According to documents submitted by Australia to the ICJ, Japan is allegedly breaching a 1986 moratorium on commercial whaling under the guise of scientific research.
"Japan’s continued pursuit of a large scale programme of whaling under the Second Phase of its Japanese Whale Research Programme" breaches the country’s "international obligations for the preservation of marine mammals and marine environment," Australia said in a document published by the ICJ.
Plans to institute legal proceedings against Japan were announced on Friday by Australian Foreign Minister Stephen Smith, amid growing pressure on Australian Prime Minister Kevin Rudd to act after promising to do so during the November 2007 election campaign.

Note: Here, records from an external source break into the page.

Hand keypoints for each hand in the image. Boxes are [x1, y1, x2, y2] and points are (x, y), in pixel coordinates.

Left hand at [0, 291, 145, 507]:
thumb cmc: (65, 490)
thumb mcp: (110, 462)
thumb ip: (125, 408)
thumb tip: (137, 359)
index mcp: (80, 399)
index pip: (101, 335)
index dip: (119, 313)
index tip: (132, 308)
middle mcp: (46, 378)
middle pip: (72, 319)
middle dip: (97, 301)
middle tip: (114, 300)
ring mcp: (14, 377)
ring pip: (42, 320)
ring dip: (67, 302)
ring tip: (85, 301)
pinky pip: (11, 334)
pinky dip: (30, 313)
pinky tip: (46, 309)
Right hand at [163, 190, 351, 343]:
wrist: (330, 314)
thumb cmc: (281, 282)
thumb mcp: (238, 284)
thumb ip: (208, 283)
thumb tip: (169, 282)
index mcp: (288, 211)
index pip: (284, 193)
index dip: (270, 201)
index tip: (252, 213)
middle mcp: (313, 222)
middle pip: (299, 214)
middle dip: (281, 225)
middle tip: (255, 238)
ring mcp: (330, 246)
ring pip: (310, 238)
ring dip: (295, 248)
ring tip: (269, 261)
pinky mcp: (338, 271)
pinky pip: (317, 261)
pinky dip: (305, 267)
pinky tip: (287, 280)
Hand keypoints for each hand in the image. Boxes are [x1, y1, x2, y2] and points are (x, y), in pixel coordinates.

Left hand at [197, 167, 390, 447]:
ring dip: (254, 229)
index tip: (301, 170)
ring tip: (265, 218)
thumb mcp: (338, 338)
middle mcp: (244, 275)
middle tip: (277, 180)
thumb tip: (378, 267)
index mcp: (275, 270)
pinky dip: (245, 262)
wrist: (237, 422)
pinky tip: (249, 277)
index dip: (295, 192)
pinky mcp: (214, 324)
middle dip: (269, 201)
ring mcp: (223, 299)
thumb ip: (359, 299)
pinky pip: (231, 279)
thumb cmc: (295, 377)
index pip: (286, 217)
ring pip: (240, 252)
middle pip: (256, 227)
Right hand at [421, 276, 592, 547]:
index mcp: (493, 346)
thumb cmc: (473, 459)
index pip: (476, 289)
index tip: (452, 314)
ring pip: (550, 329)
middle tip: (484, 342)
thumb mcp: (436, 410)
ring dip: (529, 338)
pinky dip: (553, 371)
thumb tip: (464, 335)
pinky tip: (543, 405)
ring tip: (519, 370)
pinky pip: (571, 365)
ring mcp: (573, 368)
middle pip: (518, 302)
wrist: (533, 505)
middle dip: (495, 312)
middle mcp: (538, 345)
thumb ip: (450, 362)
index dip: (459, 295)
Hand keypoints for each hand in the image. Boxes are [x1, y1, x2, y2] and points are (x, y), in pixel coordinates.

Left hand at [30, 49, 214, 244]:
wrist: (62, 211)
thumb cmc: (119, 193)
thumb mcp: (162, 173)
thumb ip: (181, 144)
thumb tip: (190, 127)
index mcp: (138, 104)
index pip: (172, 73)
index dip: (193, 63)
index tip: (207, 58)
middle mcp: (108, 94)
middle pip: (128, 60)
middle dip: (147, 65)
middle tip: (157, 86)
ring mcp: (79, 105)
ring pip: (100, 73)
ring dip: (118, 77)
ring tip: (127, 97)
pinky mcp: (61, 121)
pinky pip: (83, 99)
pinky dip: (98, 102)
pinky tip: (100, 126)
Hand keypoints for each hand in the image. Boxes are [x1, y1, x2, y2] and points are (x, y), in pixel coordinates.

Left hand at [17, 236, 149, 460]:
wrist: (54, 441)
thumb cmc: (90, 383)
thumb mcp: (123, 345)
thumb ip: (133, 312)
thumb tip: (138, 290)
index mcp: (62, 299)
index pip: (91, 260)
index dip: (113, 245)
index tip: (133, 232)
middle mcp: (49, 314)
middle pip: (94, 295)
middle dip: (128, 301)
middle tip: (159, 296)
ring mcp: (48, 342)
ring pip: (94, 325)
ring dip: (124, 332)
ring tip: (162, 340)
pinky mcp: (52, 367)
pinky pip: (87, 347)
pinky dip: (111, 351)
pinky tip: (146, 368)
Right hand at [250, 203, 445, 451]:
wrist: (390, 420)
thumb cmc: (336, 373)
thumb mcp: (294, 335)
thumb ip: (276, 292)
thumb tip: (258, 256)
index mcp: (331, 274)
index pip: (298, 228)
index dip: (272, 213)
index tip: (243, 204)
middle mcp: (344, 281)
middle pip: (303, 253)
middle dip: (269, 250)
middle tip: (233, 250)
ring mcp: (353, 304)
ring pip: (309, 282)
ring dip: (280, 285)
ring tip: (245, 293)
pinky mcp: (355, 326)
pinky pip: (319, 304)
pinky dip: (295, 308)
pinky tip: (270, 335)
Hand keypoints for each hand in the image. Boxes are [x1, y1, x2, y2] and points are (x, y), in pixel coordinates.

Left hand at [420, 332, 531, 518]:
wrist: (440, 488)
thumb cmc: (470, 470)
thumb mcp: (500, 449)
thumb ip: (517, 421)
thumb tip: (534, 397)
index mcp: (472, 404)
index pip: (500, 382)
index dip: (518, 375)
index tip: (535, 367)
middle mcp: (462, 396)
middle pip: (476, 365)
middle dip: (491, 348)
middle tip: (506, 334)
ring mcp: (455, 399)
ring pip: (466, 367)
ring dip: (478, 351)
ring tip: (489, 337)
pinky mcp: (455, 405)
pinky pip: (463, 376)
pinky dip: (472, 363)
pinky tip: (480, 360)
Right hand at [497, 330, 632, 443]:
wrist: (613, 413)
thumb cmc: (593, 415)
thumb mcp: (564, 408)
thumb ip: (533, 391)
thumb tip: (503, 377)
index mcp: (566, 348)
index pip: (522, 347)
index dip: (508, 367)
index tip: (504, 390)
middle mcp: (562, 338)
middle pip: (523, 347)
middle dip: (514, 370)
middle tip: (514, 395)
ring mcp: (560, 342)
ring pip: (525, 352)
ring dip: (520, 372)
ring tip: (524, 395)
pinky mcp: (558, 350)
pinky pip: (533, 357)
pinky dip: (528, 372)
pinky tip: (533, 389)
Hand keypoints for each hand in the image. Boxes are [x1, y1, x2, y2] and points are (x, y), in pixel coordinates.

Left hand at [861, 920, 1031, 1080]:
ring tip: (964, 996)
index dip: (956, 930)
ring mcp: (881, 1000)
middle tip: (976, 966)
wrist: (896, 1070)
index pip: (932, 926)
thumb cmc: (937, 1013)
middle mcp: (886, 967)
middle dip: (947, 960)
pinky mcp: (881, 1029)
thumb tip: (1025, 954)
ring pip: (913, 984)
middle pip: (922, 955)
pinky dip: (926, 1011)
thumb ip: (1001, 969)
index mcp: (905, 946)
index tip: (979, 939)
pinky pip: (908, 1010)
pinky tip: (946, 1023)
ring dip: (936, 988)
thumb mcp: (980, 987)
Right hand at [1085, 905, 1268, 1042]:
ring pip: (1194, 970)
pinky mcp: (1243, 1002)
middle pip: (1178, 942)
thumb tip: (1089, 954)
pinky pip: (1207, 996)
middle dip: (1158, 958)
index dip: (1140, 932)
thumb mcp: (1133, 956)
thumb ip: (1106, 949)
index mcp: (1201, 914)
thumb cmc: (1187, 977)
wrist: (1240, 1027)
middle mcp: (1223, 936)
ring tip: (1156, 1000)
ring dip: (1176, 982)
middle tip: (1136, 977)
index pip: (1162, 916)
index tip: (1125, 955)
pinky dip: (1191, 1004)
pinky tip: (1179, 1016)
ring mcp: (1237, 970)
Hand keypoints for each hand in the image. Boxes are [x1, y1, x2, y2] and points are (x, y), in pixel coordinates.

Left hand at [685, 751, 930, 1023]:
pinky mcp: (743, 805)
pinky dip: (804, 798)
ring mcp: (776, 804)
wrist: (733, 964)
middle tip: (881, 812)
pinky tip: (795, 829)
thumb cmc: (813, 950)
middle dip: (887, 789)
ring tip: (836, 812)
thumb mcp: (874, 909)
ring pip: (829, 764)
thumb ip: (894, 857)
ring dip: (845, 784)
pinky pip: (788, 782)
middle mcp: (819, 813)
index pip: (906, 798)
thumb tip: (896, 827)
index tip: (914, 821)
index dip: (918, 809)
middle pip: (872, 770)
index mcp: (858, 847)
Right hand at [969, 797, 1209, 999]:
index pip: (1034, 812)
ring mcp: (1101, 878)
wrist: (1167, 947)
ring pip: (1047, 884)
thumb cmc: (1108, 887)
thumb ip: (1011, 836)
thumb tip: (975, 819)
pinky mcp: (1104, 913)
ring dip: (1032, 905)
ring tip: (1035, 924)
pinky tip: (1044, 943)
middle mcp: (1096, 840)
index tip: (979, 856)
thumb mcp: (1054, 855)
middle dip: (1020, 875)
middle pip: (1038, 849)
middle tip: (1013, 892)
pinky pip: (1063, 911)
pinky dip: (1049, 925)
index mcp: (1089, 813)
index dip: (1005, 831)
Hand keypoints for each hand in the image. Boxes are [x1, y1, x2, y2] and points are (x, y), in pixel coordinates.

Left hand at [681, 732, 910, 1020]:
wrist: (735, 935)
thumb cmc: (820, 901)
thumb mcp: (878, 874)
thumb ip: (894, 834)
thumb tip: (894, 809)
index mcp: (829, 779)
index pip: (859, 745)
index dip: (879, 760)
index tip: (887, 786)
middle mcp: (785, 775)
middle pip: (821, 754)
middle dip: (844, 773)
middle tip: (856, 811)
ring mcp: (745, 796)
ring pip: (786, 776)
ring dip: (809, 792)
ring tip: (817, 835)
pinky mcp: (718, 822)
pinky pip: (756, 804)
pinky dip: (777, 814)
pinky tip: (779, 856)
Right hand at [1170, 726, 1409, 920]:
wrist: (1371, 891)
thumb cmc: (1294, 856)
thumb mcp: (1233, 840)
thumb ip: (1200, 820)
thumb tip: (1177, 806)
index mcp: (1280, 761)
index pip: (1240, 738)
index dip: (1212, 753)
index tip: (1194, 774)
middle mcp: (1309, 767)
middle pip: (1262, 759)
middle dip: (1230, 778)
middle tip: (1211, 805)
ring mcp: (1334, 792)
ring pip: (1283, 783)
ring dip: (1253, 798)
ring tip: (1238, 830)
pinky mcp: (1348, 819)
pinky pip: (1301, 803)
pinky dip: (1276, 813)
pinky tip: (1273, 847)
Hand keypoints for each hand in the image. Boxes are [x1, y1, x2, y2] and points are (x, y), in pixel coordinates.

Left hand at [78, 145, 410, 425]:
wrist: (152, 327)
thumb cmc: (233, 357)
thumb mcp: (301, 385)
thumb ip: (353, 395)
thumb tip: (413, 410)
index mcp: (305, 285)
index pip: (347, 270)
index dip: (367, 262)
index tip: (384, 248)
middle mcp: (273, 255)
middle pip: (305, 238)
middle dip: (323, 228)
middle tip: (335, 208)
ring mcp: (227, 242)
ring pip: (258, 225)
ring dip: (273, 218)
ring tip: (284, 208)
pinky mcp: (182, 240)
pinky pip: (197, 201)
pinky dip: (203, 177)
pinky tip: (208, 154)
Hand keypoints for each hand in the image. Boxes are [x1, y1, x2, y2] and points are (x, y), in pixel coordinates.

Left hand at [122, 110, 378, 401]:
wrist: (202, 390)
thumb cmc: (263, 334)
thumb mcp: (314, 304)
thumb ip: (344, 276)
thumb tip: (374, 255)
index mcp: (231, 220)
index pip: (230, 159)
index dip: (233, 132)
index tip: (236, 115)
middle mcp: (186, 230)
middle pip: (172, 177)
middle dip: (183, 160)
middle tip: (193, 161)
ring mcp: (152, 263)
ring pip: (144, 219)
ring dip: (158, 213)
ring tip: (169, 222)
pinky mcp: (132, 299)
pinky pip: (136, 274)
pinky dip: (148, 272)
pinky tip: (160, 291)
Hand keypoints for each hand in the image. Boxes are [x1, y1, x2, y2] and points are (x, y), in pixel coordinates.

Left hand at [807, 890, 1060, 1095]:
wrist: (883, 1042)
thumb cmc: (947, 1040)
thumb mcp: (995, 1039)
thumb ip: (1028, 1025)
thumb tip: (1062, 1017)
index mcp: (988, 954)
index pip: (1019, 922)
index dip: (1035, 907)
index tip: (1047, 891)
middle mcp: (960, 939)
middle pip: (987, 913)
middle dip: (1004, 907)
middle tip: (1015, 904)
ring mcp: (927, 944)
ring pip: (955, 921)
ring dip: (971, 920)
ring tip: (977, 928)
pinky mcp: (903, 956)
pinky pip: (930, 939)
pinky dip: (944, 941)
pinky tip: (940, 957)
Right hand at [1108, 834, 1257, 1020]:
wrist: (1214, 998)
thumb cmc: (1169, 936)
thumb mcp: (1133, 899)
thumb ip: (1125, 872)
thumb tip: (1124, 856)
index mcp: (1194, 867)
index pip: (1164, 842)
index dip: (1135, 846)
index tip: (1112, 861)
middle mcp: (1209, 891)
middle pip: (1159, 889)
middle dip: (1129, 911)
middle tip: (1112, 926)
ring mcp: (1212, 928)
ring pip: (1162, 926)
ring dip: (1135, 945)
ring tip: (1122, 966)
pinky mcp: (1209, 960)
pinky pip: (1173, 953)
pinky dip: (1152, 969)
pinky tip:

The move is however seen as troublesome as it would test Australia’s claim that parts of the Southern Ocean are within its borders — a claim that few countries recognise — and would certainly jeopardise relations with Japan, its major trading partner.
According to the conservation lobby group Greenpeace, Japanese harpoons have killed more than 9,000 mink whales in the past 22 years. Unlike other whales, the mink is not endangered.
The legal row comes after clashes in the Southern Ocean between the whaling protest group Sea Shepherd and Japanese whalers in the most recent whaling season.
The clashes culminated in the arrest of New Zealand activist Peter Bethune, who boarded a Japanese ship on February 15.
The New Zealand government, which has also been bitterly critical of Japanese whaling in Antarctic waters, has said it will decide whether to join Australia in taking Japan to the ICJ in the next few weeks.